Return all of the data exactly as written, without the pictures.

PROVIDED RECORDS START

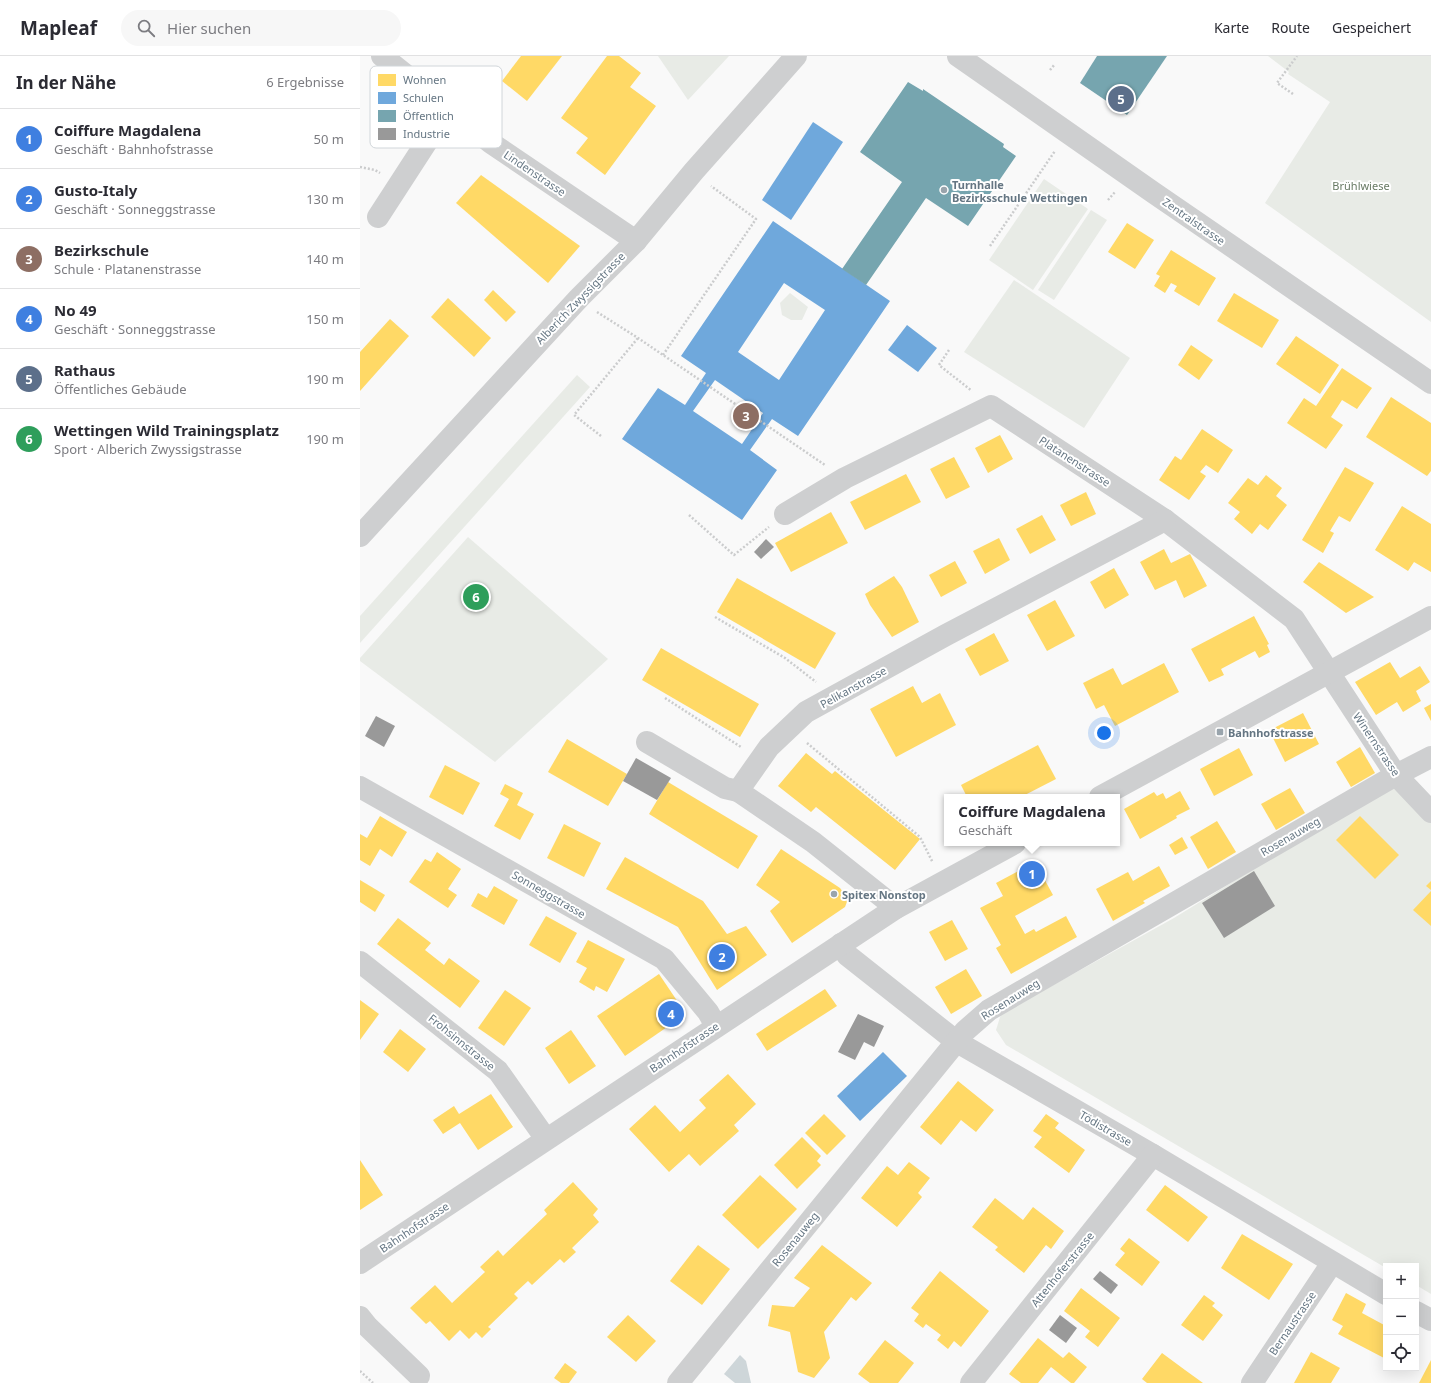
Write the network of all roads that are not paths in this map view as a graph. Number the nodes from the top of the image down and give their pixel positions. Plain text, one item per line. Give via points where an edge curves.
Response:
1 (382, 56) edge
2 (796, 56) edge
3 (958, 56) edge
4 (394, 66) edge
5 (423, 148) edge
6 (498, 148) edge
7 (378, 217) dead end
8 (636, 241) junction
9 (1431, 383) edge
10 (785, 514) road end
11 (1165, 520) junction
12 (360, 536) edge
13 (1431, 617) edge
14 (1328, 672) junction
15 (647, 742) dead end
16 (1431, 757) edge
17 (1396, 775) junction
18 (360, 787) edge
19 (738, 791) junction
20 (1105, 794) edge
21 (1431, 812) edge
22 (1010, 846) edge
23 (896, 908) junction
24 (840, 944) junction
25 (360, 962) edge
26 (716, 1026) junction
27 (957, 1042) junction
28 (546, 1139) junction
29 (1153, 1155) junction
30 (360, 1263) edge
31 (1332, 1263) junction
32 (1383, 1292) edge
33 (1419, 1314) edge
34 (360, 1317) edge
35 (1431, 1320) edge
36 (419, 1376) dead end
37 (678, 1383) edge
38 (971, 1383) edge
39 (1252, 1383) edge

1 - 4 street, Lindenstrasse
2 - 8 street, Alberich Zwyssigstrasse
3 - 9 street, Zentralstrasse
5 - 7 street
6 - 8 street, Lindenstrasse
8 - 12 street, Alberich Zwyssigstrasse via 579,298
10 - 11 street, Platanenstrasse via 844,478 991,406
11 - 14 street, Platanenstrasse via 1294,619
11 - 19 street, Pelikanstrasse via 806,712 769,747
13 - 14 street
14 - 17 street, Winernstrasse
14 - 20 street
15 - 19 street via 725,788
16 - 17 street, Rosenauweg
17 - 21 street, Winernstrasse
17 - 27 street, Rosenauweg via 989,1010 965,1030
18 - 26 street, Sonneggstrasse via 664,959 708,1012
19 - 23 street via 813,842
22 - 23 street, Bahnhofstrasse
23 - 24 street, Bahnhofstrasse
24 - 26 street, Bahnhofstrasse
24 - 27 street, Tödistrasse via 847,955
25 - 28 street, Frohsinnstrasse via 498,1071
26 - 28 street, Bahnhofstrasse
27 - 29 street, Tödistrasse
27 - 37 street, Rosenauweg
28 - 30 street, Bahnhofstrasse
29 - 31 street, Tödistrasse
29 - 38 street, Attenhoferstrasse
31 - 32 street, Tödistrasse
31 - 39 street, Bernaustrasse
33 - 35 street
34 - 36 street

PROVIDED RECORDS END

**FINAL ANSWER**:
Write the network of all roads that are not paths in this map view as a graph. Number the nodes from the top of the image down and give their pixel positions. Plain text, one item per line. Give via points where an edge curves.
Response:
1 (382, 56) edge
2 (796, 56) edge
3 (958, 56) edge
4 (394, 66) edge
5 (423, 148) edge
6 (498, 148) edge
7 (378, 217) dead end
8 (636, 241) junction
9 (1431, 383) edge
10 (785, 514) road end
11 (1165, 520) junction
12 (360, 536) edge
13 (1431, 617) edge
14 (1328, 672) junction
15 (647, 742) dead end
16 (1431, 757) edge
17 (1396, 775) junction
18 (360, 787) edge
19 (738, 791) junction
20 (1105, 794) edge
21 (1431, 812) edge
22 (1010, 846) edge
23 (896, 908) junction
24 (840, 944) junction
25 (360, 962) edge
26 (716, 1026) junction
27 (957, 1042) junction
28 (546, 1139) junction
29 (1153, 1155) junction
30 (360, 1263) edge
31 (1332, 1263) junction
32 (1383, 1292) edge
33 (1419, 1314) edge
34 (360, 1317) edge
35 (1431, 1320) edge
36 (419, 1376) dead end
37 (678, 1383) edge
38 (971, 1383) edge
39 (1252, 1383) edge

1 - 4 street, Lindenstrasse
2 - 8 street, Alberich Zwyssigstrasse
3 - 9 street, Zentralstrasse
5 - 7 street
6 - 8 street, Lindenstrasse
8 - 12 street, Alberich Zwyssigstrasse via 579,298
10 - 11 street, Platanenstrasse via 844,478 991,406
11 - 14 street, Platanenstrasse via 1294,619
11 - 19 street, Pelikanstrasse via 806,712 769,747
13 - 14 street
14 - 17 street, Winernstrasse
14 - 20 street
15 - 19 street via 725,788
16 - 17 street, Rosenauweg
17 - 21 street, Winernstrasse
17 - 27 street, Rosenauweg via 989,1010 965,1030
18 - 26 street, Sonneggstrasse via 664,959 708,1012
19 - 23 street via 813,842
22 - 23 street, Bahnhofstrasse
23 - 24 street, Bahnhofstrasse
24 - 26 street, Bahnhofstrasse
24 - 27 street, Tödistrasse via 847,955
25 - 28 street, Frohsinnstrasse via 498,1071
26 - 28 street, Bahnhofstrasse
27 - 29 street, Tödistrasse
27 - 37 street, Rosenauweg
28 - 30 street, Bahnhofstrasse
29 - 31 street, Tödistrasse
29 - 38 street, Attenhoferstrasse
31 - 32 street, Tödistrasse
31 - 39 street, Bernaustrasse
33 - 35 street
34 - 36 street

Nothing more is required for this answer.